Abstract
Purpose: Radical cystectomy (RC) and trimodality therapy (TMT) are efficacious treatments for muscle invasive bladder cancer (MIBC). Novel methods for post-treatment surveillance are needed to detect recurrence. This study assesses the value of plasma circulating tumor DNA (ctDNA) for detection of post-TMT recurrence.
Methods: We performed a retrospective ctDNA analysis in 42 patients with MIBC treated with TMT. Patients were stratified as post-TMT ctDNA (+) or ctDNA (-) and assessed for metastasis-free survival (MFS) and recurrence-free survival (RFS) using Kaplan-Meier and Cox regression methods.
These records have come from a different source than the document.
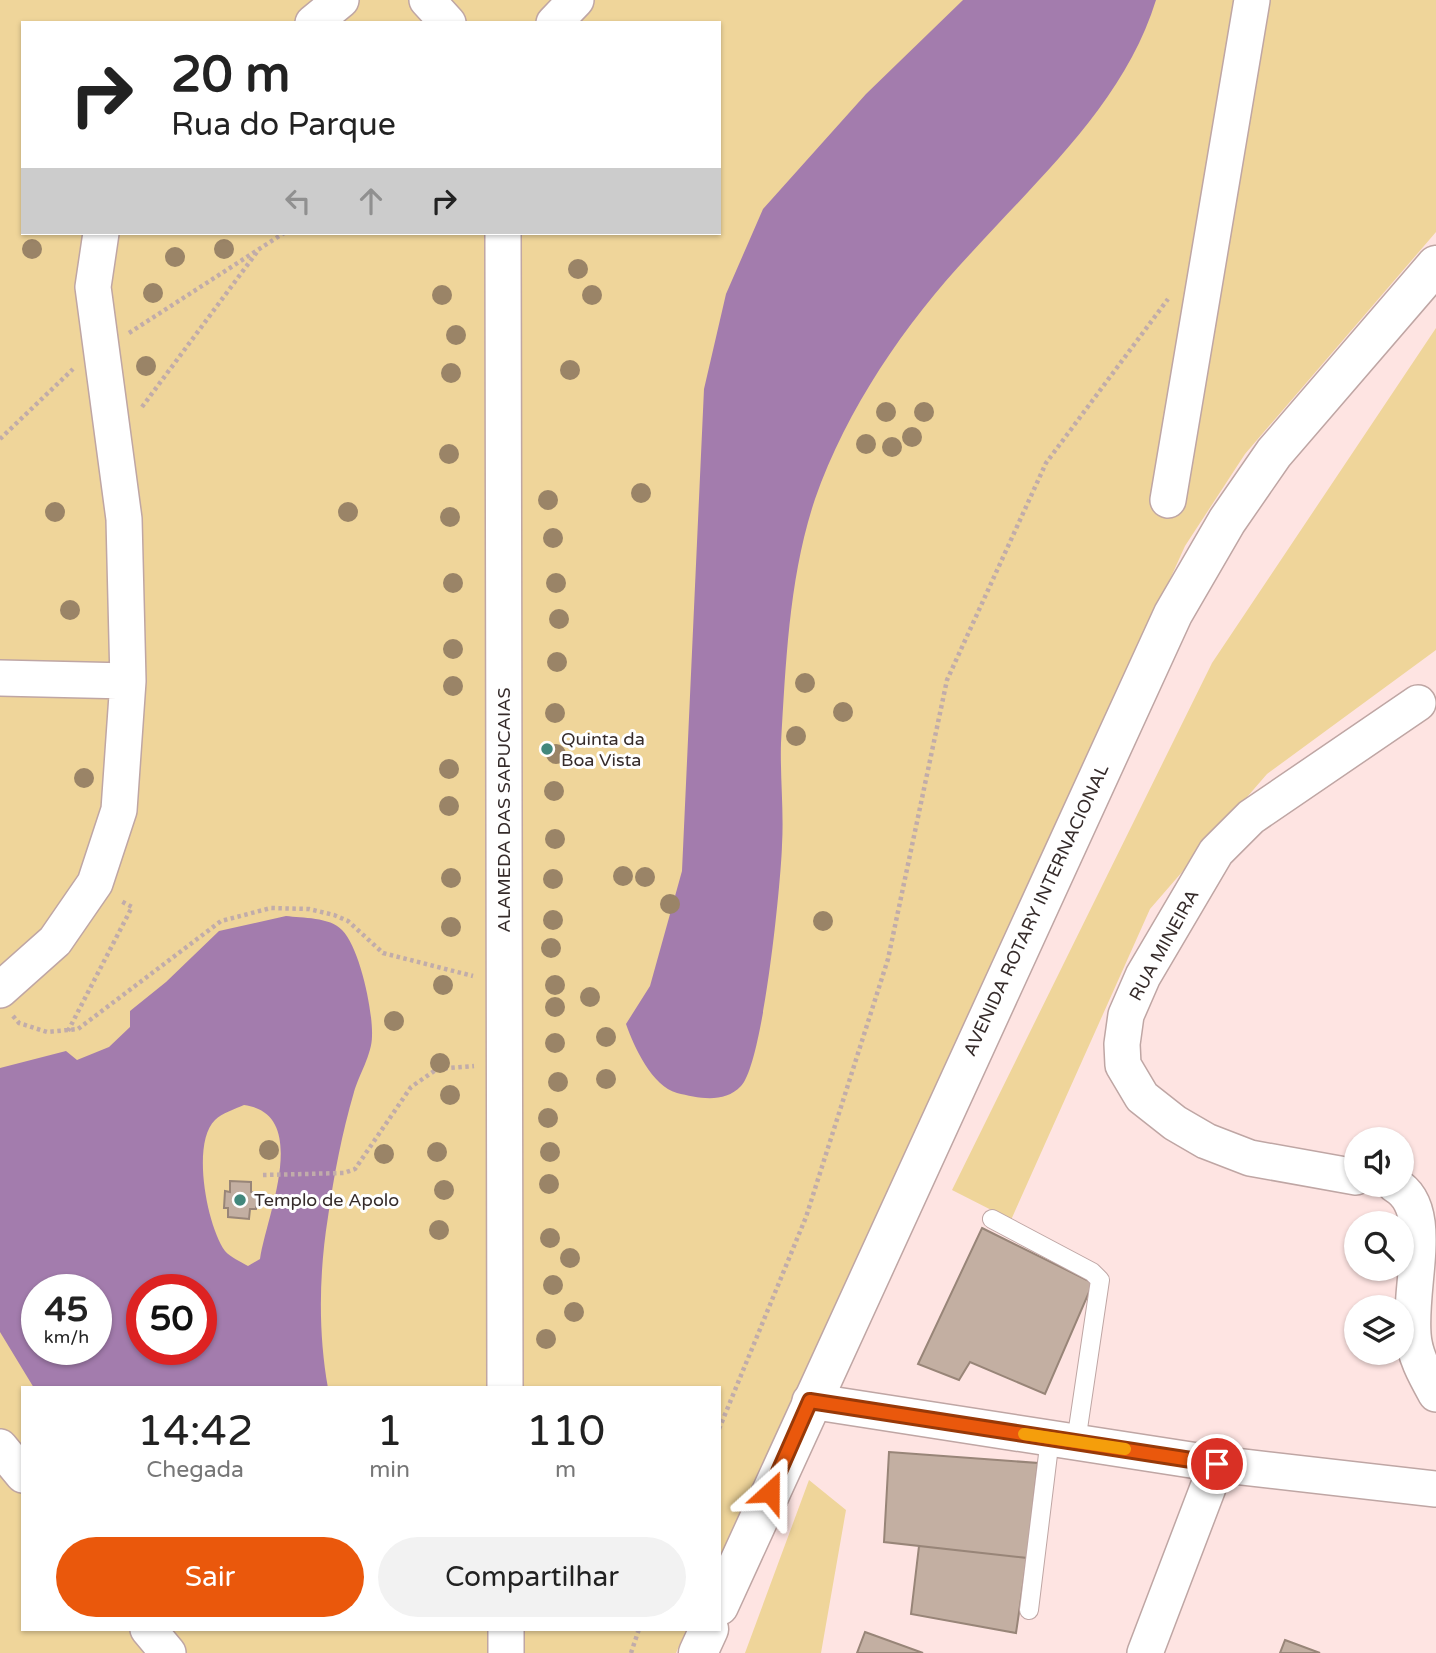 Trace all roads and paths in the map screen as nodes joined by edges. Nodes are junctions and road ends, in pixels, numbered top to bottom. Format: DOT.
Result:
graph roads {
  1 [pos="340,0"];
  2 [pos="1252,0"];
  3 [pos="315,21"];
  4 [pos="101,235"];
  5 [pos="281,235"];
  6 [pos="503,235"];
  7 [pos="260,249"];
  8 [pos="1436,265"];
  9 [pos="1171,295"];
  10 [pos="99,345"];
  11 [pos="142,407"];
  12 [pos="0,439"];
  13 [pos="1168,500"];
  14 [pos="0,678"];
  15 [pos="128,681"];
  16 [pos="1418,703"];
  17 [pos="93,886"];
  18 [pos="504,984"];
  19 [pos="5,1002"];
  20 [pos="67,1032"];
  21 [pos="504,1063"];
  22 [pos="262,1175"];
  23 [pos="1344,1175"];
  24 [pos="1414,1192"];
  25 [pos="992,1219"];
  26 [pos="505,1386"];
  27 [pos="1436,1394"];
  28 [pos="810,1401"];
  29 [pos="721,1424"];
  30 [pos="1063,1440"];
  31 [pos="0,1447"];
  32 [pos="1217,1464"];
  33 [pos="21,1473"];
  34 [pos="1436,1489"];
  35 [pos="721,1601"];
  36 [pos="1029,1610"];
  37 [pos="150,1631"];
  38 [pos="506,1631"];
  39 [pos="638,1631"];
  40 [pos="708,1631"];
  41 [pos="168,1653"];
  42 [pos="506,1653"];
  43 [pos="631,1653"];
  44 [pos="698,1653"];
  45 [pos="1145,1653"];
  1 -- 3 [label="street"];
  2 -- 13 [label="street"];
  4 -- 10 [label="street"];
  5 -- 7 [label="path"];
  6 -- 18 [label="street, ALAMEDA DAS SAPUCAIAS"];
  7 -- 10 [label="path"];
  7 -- 11 [label="path"];
  8 -- 28 [label="main road, AVENIDA ROTARY INTERNACIONAL"];
  9 -- 29 [label="path"];
  10 -- 12 [label="path"];
  10 -- 15 [label="street"];
  14 -- 15 [label="street"];
  15 -- 17 [label="street"];
  16 -- 23 [label="street, RUA MINEIRA"];
  17 -- 19 [label="street"];
  17 -- 20 [label="path"];
  18 -- 20 [label="path"];
  18 -- 21 [label="street, ALAMEDA DAS SAPUCAIAS"];
  19 -- 20 [label="path"];
  21 -- 22 [label="path"];
  21 -- 26 [label="street, ALAMEDA DAS SAPUCAIAS"];
  24 -- 27 [label="street"];
  25 -- 30 [label="lane"];
  28 -- 30 [label="street"];
  28 -- 35 [label="main road, AVENIDA ROTARY INTERNACIONAL"];
  30 -- 32 [label="street"];
  30 -- 36 [label="lane"];
  31 -- 33 [label="street"];
  32 -- 34 [label="street"];
  32 -- 45 [label="street"];
  37 -- 41 [label="street"];
  38 -- 42 [label="street"];
  39 -- 43 [label="path"];
  40 -- 44 [label="main road"];
}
Results: At a post-TMT median follow-up of 448 days (range: 100-1555), 6 patients (14%) were ctDNA (+) and 36 (86%) were ctDNA (-); 5 of 6 (83%) ctDNA (+) patients developed radiographic evidence of metastasis. All 36 ctDNA (-) patients were without metastasis. ctDNA positivity correctly identified all metastatic progression with 100% sensitivity and 95% specificity at 1-year post-TMT surveillance. Further, ctDNA-based detection preceded clinical detection of metastasis with a median lead-time of 57 days and maximal lead-time of 139 days. ctDNA (+) status was associated with worse MFS (p< 0.0001) and RFS (p=0.0005). In univariable analysis, ctDNA (+) status was the only variable significantly associated with worse RFS (HR 6.36, 95% CI: 1.93-20.96, p=0.0024).
Conclusion: Plasma ctDNA is a potential biomarker for early detection of metastatic progression after TMT. Our hypothesis-generating findings provide a basis for larger studies to evaluate the utility of ctDNA-guided surveillance post-TMT.